Ketika perempuan-perempuan itu bertahan, bajingan-bajingan itu mendera mereka dengan cambuk. Seorang perempuan jatuh, menyeret jatuh yang lain-lain. Seseorang menangkap tali itu dan memaksa mereka berdiri kembali. Bentaknya, "Anjing-anjing kepala batu! Apa yang kalian rintihkan? Mau saja kalian tinggal di sini, kerja macam budak sepanjang hidup, cuma demi secuwil jewawut? Coba lihat diri kalian itu, cuma kulit pembalut tulang. Kalian bisa jauh lebih makmur, kalau mau bersenang-senang dengan kami.

Mereka pilih salah satu binatang yang tampaknya lebih sehat dan penuh bermuatan barang rampasan, mereka ikatkan tali itu padanya, lalu mereka cambuk pantat binatang itu keras-keras. Tali pun mengencang dengan tibatiba, dan jeritan-jeritan membelah udara ketika perempuan-perempuan itu disentakkan lagi ke depan.

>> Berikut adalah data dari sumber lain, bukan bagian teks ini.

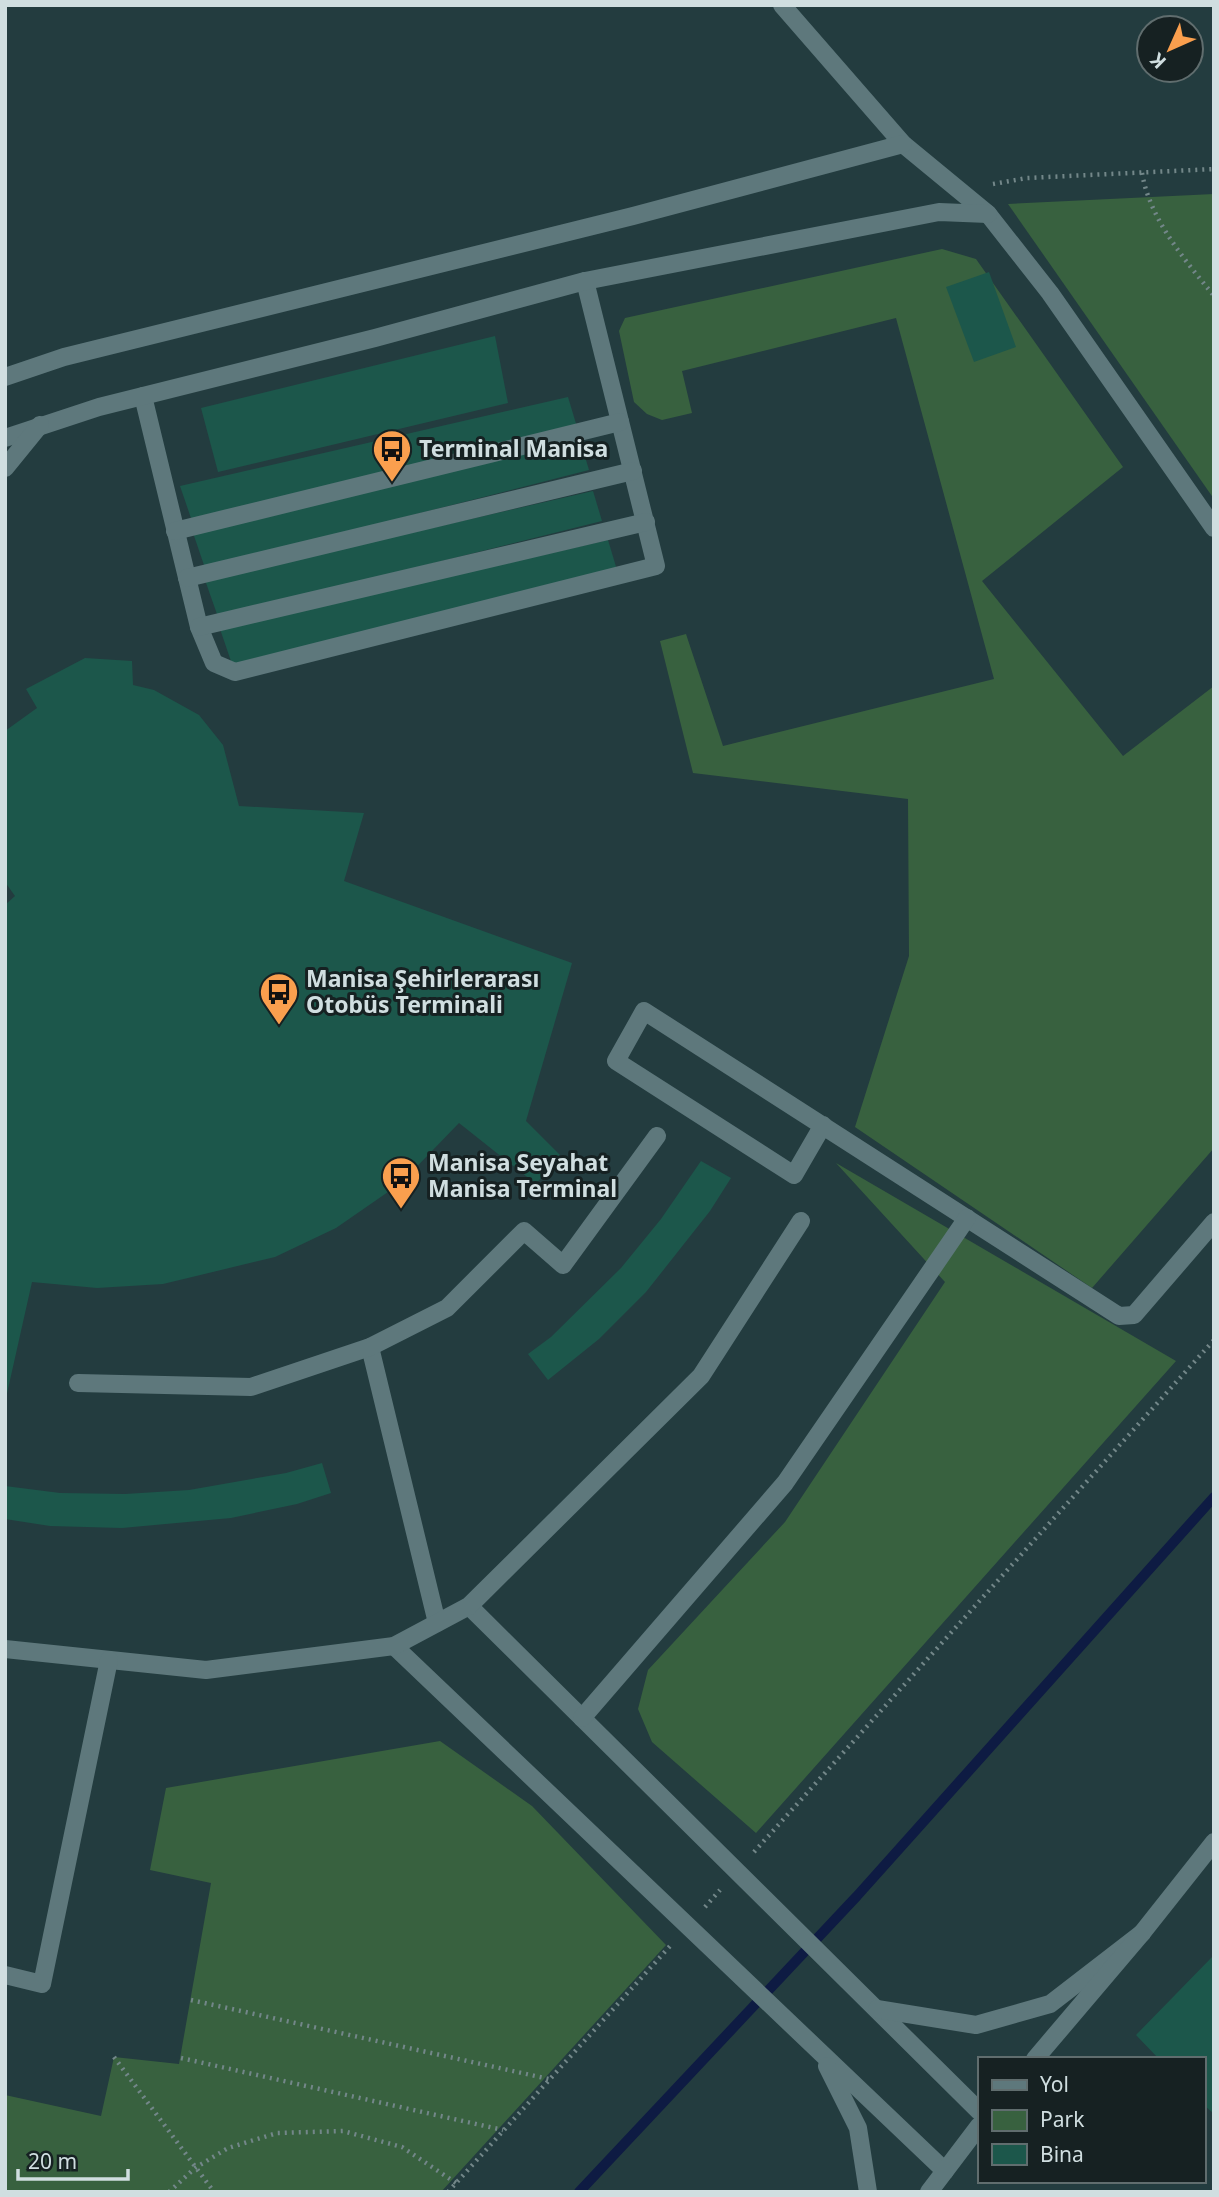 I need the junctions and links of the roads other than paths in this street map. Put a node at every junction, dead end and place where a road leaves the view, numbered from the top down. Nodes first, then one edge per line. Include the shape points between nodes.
1 (782, 5) edge
2 (903, 144) junction
3 (988, 214) junction
4 (585, 281) junction
5 (5, 377) edge
6 (143, 396) junction
7 (620, 422) junction
8 (40, 425) junction
9 (5, 438) edge
10 (5, 468) edge
11 (633, 471) junction
12 (646, 522) junction
13 (1214, 528) edge
14 (176, 531) junction
15 (187, 578) junction
16 (199, 627) junction
17 (823, 1125) junction
18 (657, 1136) dead end
19 (967, 1218) junction
20 (801, 1221) dead end
21 (1214, 1222) edge
22 (370, 1347) junction
23 (79, 1383) dead end
24 (469, 1606) junction
25 (437, 1623) junction
26 (394, 1646) junction
27 (5, 1649) edge
28 (109, 1660) junction
29 (582, 1718) junction
30 (1214, 1842) edge
31 (1142, 1933) junction
32 (5, 1975) edge
33 (877, 2009) junction
34 (817, 2050) junction
35 (1037, 2057) edge
36 (978, 2110) edge
37 (978, 2127) edge
38 (945, 2171) junction
39 (868, 2192) edge
40 (929, 2192) edge

1 - 2 street
2 - 3 street
2 - 5 street via 64,357
3 - 4 street via 939,212
3 - 13 street via 1050,293
4 - 6 street
4 - 7 street
6 - 8 street
6 - 14 street
7 - 11 street
7 - 14 street
8 - 9 street
8 - 10 street
11 - 12 street
11 - 15 street
12 - 16 street
12 - 16 street via 656,566 235,672 214,663
14 - 15 street
15 - 16 street
17 - 17 street via 644,1011 616,1061 794,1175
17 - 19 street
18 - 22 street via 563,1265 524,1231 447,1308
19 - 21 street via 1119,1316 1134,1315
19 - 29 street via 785,1483
20 - 24 street via 701,1376
22 - 23 street via 251,1387
22 - 25 street
24 - 25 street
24 - 29 street
25 - 26 street
26 - 28 street via 206,1670
26 - 34 street
27 - 28 street
28 - 32 street via 42,1984
29 - 33 street
30 - 31 street
31 - 33 street via 1049,2004 976,2025
31 - 35 street
33 - 36 street
34 - 38 street
34 - 39 street via 858,2128
37 - 38 street
38 - 40 street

Yang terjatuh terseret terus, wajah mereka menggaruk-garuk tanah.

"Berhenti!" jerit seorang. "Tanganku bisa lepas!"

Gelombang tawa parau melanda kawanan perampok itu.

Tapi pada saat itu, kuda dan perempuan-perempuan itu mendadak berhenti.

"Ada apa?... Oh, ada orang di depan!"

Semua mata ditajamkan untuk melihat.

"Siapa di sana?" raung seorang bandit.

Bayangan tenang yang berjalan ke arah mereka itu membawa pedang. Bandit-bandit yang sudah tajam mencium bau, dengan seketika dapat mengenali bau yang mereka cium—darah yang menetes-netes dari pedang.

Orang-orang yang ada di depan mundur dengan kikuk, dan Musashi menaksir kekuatan musuhnya. Dua belas orang, semuanya berotot keras dan tampak kasar. Sesudah sadar kembali dari guncangan awal, mereka menyiapkan senjata dan mengambil jurus bertahan. Satu orang berlari ke depan, membawa kapak. Seorang lagi, yang membawa tombak berburu. mendekat dari arah diagonal sambil merunduk rendah, mengancam rusuk Musashi. Orang yang memegang kapak maju pertama.

"A-w-w-k!" Kedengaran seperti menggigit lidah sendiri sampai putus. orang itu menggeliat hebat, kemudian roboh.

"Kalian tak kenal aku?" suara Musashi mendering tajam. "Aku pelindung rakyat, utusan dewa yang mengawasi desa ini." Detik itu juga ia menangkap tombak yang diarahkan kepadanya, menyentakkannya dari tangan pemiliknya, dan membantingnya keras ke tanah. Dengan cepat ia menyerbu ke tengah gerombolan bajingan itu, sibuk menangkis tusukan-tusukan yang datang dari segala penjuru. Tapi, sesudah serangan pertama yang dilancarkan selagi mereka masih berkelahi dengan penuh keyakinan, tahulah Musashi apa yang bakal terjadi. Persoalannya bukan jumlah, tapi kekompakan dan kontrol diri lawan.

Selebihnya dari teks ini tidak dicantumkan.